Deniz, yaylada komşularının hayvanlarını sever. Kimi zaman arkadaşlarıyla hayvanları yaylımda otlatmaya gider. İneklerin serin havada beslenirken ne denli mutlu olduklarını görüp o da mutlu olur onlarla.

Dedesiyle ninesi, komşulardan süt satın alır. O sütten yoğurdu torunlarıyla yaparlar. Komşulardan tereyağı, yayla peyniri alırlar kahvaltı yapmak için. Kimi zaman komşularının evine gittiklerinde onlar, sobanın üstünde pişirdikleri bazlamalara yağ sürüp verirler Deniz’e. O, önceleri sunulan bu tadı güzel yiyeceği almakta çekingen davranmışsa da onlarla içten ilişkileri geliştikçe yabancılık çekmemeye ve o evin çocuğu gibi davranmaya başladı. Yaylada yediği her yemeğin, başta tereyağı ve peynirin tadını unutamaz yıl boyunca.

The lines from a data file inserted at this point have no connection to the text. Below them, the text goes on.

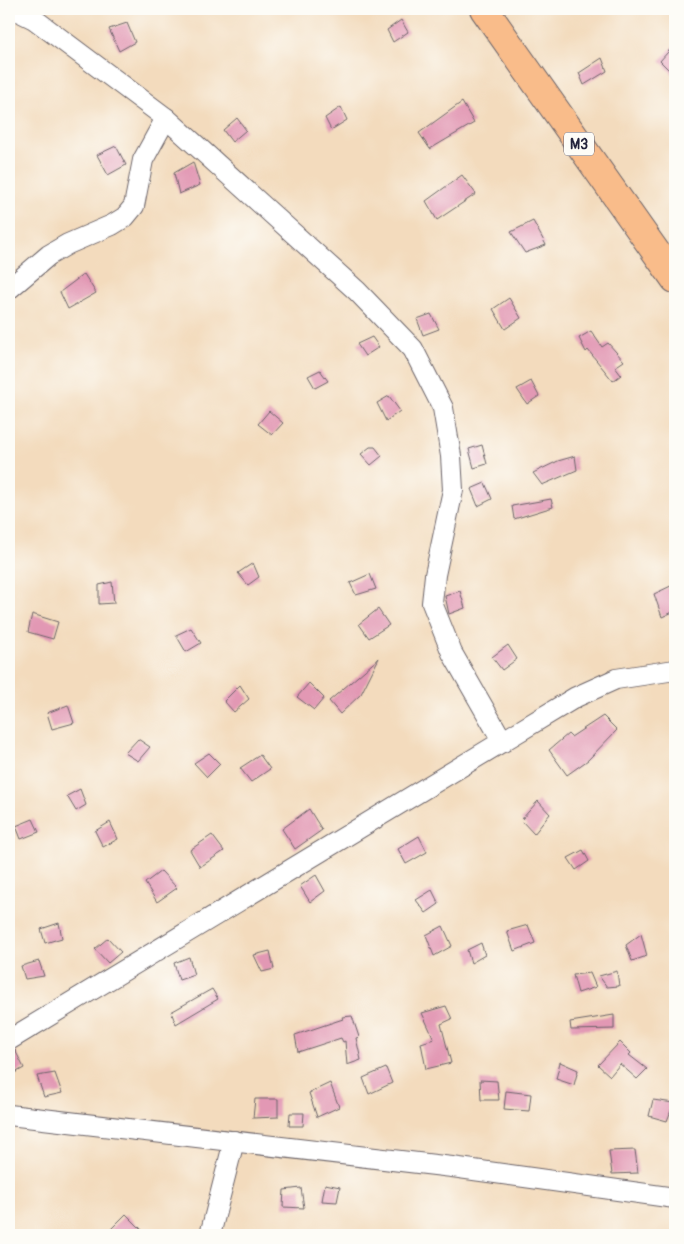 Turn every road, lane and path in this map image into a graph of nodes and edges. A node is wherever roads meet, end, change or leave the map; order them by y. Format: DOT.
graph roads {
  1 [pos="14,9"];
  2 [pos="484,9"];
  3 [pos="166,118"];
  4 [pos="675,280"];
  5 [pos="9,289"];
  6 [pos="675,670"];
  7 [pos="503,742"];
  8 [pos="9,1040"];
  9 [pos="9,1115"];
  10 [pos="234,1141"];
  11 [pos="675,1198"];
  12 [pos="210,1235"];
  1 -- 3 [label="street"];
  2 -- 4 [label="main road, M3"];
  3 -- 5 [label="street"];
  3 -- 7 [label="street"];
  6 -- 7 [label="street"];
  7 -- 8 [label="street"];
  9 -- 10 [label="street"];
  10 -- 11 [label="street"];
  10 -- 12 [label="street"];
}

Bu yıl yine yaz dinlencesinin bir bölümünü dedesi ve ninesiyle yaylada geçirmek için yola çıktı. Yol boyunca akıp giden dereyi izlemeye başladı ağaçların arasından. Derenin suyunun her yıl azaldığını gözlemledi. Sıcak havalarda serinlemek için derenin kıyısına gelenler, ne yazık ki çöplerini su kıyısındaki çimenlerin üstünde bıraktıklarını gördü. Bu durum, onu çok üzmeye başladı. Derenin içinde paslı tenekeler, naylon torbalar, karpuz kabukları, pet şişeler, parçalanmış giysileri, eski ev eşyalarını, cam kavanozları fark etti.  

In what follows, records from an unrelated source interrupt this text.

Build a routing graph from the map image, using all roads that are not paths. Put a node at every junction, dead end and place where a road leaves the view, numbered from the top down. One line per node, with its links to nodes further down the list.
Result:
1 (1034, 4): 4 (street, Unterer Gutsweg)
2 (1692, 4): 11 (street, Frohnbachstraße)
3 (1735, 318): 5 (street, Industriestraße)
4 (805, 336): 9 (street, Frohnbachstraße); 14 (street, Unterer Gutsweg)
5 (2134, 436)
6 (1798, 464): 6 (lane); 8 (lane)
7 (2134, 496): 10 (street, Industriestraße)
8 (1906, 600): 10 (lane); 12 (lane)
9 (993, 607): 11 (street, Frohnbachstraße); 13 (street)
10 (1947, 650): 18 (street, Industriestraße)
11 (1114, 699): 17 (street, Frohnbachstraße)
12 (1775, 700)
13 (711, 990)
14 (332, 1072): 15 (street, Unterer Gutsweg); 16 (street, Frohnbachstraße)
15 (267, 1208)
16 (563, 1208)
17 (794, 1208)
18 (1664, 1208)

Dedesi, yolda bir çeşmenin önünde arabayı durdurdu. Önce üçü birden kana kana su içti dağlardan çıkıp gelen bu pınardan. Pınarın suyu, ağaçtan yapılmış bir oluktan akıyordu. Bu, çocuğun ilgisini çektiğinden hemen fotoğrafını çekti, kente döndüğünde okul arkadaşlarına göstermek için. Oluğun soğuk suyuyla ellerini yüzlerini yıkadılar. Ninesi, evden yıkayıp getirdiği meyveleri yeniden yıkadı oluğun buz gibi suyuyla.

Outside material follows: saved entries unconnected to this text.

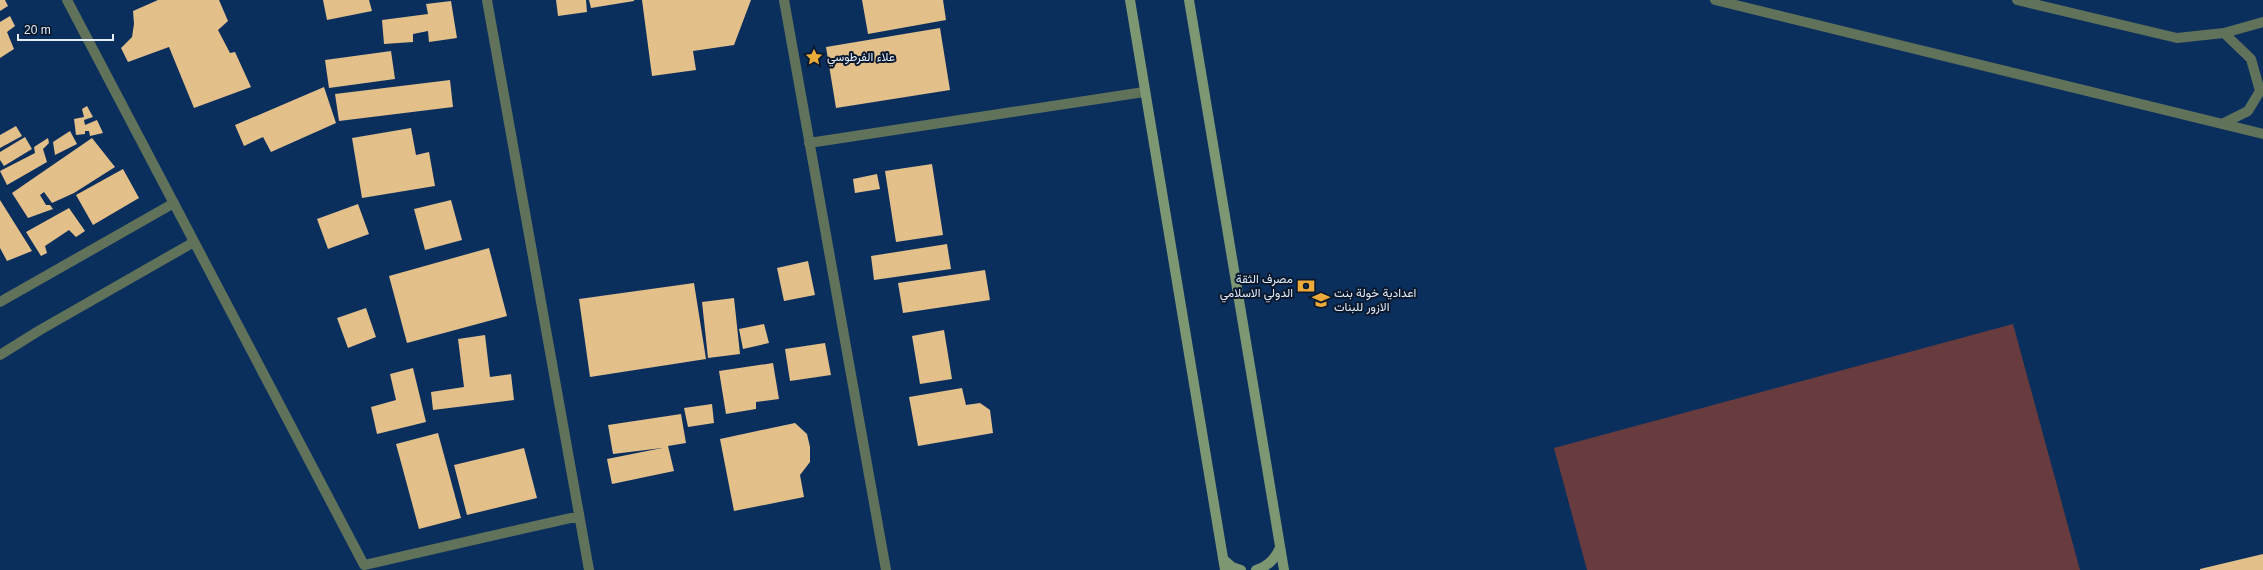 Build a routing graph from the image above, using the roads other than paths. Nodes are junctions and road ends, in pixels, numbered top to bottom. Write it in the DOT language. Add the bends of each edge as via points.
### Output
graph roads {
  1 [pos="67,0"];
  2 [pos="487,0"];
  3 [pos="784,0"];
  4 [pos="1130,0"];
  5 [pos="1189,0"];
  6 [pos="1715,0"];
  7 [pos="2017,0"];
  8 [pos="2263,22"];
  9 [pos="2224,33"];
  10 [pos="1144,92"];
  11 [pos="2222,124"];
  12 [pos="2263,134"];
  13 [pos="810,143"];
  14 [pos="174,203"];
  15 [pos="194,242"];
  16 [pos="0,302"];
  17 [pos="0,355"];
  18 [pos="579,516"];
  19 [pos="1280,548"];
  20 [pos="1223,559"];
  21 [pos="589,570"];
  22 [pos="886,570"];
  23 [pos="1225,570"];
  24 [pos="1241,570"];
  25 [pos="1256,570"];
  26 [pos="1284,570"];
  1 -- 14 [label="street"];
  2 -- 18 [label="street"];
  3 -- 13 [label="street"];
  4 -- 10 [label="street"];
  5 -- 19 [label="street"];
  6 -- 11 [label="street"];
  7 -- 9 [label="street" via="2177,38"];
  8 -- 9 [label="street"];
  9 -- 11 [label="street" via="2251,59 2260,91 2248,111"];
  10 -- 13 [label="street"];
  10 -- 20 [label="street"];
  11 -- 12 [label="street"];
  13 -- 22 [label="street"];
  14 -- 15 [label="street"];
  14 -- 16 [label="street"];
  15 -- 17 [label="street"];
  15 -- 18 [label="street" via="364,565"];
  18 -- 21 [label="street"];
  19 -- 25 [label="street" via="1274,559"];
  19 -- 26 [label="street"];
  20 -- 23 [label="street"];
  20 -- 24 [label="street" via="1232,567"];
}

Derenin kıyısına doğru yürüdüler. Yıkık bir ağacın üstüne oturup yeniden yıkanmış meyveleri yemeye başladılar. Dere, önlerinden şırıl şırıl akıyordu. Derenin şırıltıları Deniz’e dünyanın en güzel ezgisi gibi geldi. Bu ezginin büyüsüne kapılarak düşlere daldı. Bu sırada bir plastik yoğurt kabı derenin yüzeyinden geçti. Ardından paslı bir teneke… Bunları görünce düşünden uyandı çocuk. Derenin kıyısında birikmiş çöp yığınları, sanki gözüne batıyordu.  Üzüntüden ne yapacağını bilemedi.

Çöp yığınlarına dalmış düşünürken bir kurbağanın vıraklamasını işitti. Döndü sesin geldiği yana. Yosun tutmuş bir taşın üstündeydi kurbağa. İkisi, birbirine baktı kısa bir süre. Sessizliği, kurbağa bozdu.

“Merhaba güzel çocuk! Hoş geldin deremize!” dedi.

Çocuk, önce şaşırdı kurbağanın konuşmasına, sonra gülümseyerek yanıtladı onu.

“Sağ ol… Hoş bulduk kurbağa kardeş! Benim adım Deniz…”

“Benim adım da Zıpzıp… Çok mutlu oldum seninle tanıştığıma.”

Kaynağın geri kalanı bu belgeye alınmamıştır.